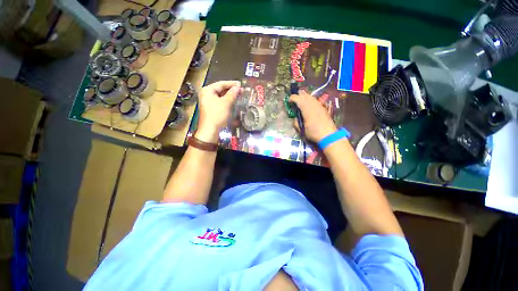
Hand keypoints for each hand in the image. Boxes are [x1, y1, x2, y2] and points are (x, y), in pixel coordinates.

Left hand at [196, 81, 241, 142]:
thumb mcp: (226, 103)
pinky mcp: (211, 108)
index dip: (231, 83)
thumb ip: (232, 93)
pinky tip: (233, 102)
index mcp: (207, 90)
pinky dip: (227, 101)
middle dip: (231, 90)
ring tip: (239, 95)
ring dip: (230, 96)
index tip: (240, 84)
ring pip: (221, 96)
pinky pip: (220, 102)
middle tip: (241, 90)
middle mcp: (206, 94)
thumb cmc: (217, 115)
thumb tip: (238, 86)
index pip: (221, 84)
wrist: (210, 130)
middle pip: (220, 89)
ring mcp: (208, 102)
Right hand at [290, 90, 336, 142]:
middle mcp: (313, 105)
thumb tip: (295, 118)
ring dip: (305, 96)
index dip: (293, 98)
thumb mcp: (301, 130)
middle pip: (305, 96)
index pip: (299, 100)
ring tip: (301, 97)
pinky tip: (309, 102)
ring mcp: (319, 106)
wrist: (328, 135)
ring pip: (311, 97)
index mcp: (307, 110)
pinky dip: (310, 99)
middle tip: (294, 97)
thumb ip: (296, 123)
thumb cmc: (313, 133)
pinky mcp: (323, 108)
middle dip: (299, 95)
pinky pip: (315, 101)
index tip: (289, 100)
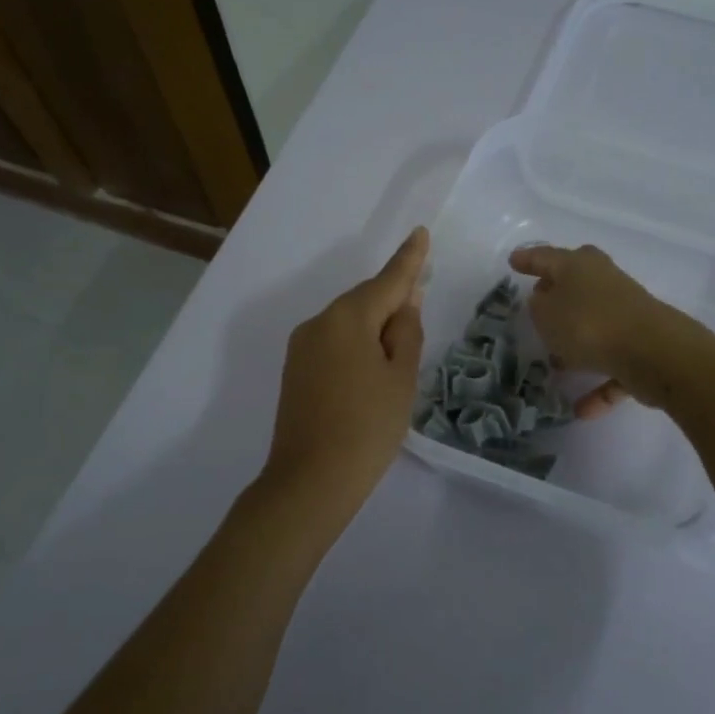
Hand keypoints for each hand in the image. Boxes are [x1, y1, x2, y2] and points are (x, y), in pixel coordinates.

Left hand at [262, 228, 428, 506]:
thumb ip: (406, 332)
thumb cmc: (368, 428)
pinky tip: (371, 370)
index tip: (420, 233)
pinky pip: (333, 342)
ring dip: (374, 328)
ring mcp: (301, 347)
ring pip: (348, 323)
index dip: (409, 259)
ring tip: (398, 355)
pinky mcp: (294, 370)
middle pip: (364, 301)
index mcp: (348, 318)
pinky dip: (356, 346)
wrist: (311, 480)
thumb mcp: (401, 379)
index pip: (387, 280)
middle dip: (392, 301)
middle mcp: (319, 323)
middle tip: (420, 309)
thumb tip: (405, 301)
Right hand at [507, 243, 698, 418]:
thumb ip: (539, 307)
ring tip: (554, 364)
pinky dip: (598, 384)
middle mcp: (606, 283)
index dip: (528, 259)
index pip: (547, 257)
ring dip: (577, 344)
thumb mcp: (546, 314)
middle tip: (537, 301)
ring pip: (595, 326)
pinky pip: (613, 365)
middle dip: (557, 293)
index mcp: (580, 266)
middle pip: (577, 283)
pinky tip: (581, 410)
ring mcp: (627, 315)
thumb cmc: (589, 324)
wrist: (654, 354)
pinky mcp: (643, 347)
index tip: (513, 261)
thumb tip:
● ● ●
◆ TASK STATEMENT:
Search the records above for the string "hand". Report each line that has it.

◆ WORKED SOLUTION:
Hand keypoints for each hand in the image. Boxes are [x1, y1, x2, y2] and points are (x, y), in pixel coordinates.
Left hand at [196, 81, 241, 142]:
Right hand at [290, 90, 336, 142]:
Hand keypoints for each hand in the image. Boxes are [x1, y1, x2, y2] and points are (x, y), in pixel coordinates.
Left hand at [262, 228, 428, 506]:
Right hand at [507, 243, 698, 418]:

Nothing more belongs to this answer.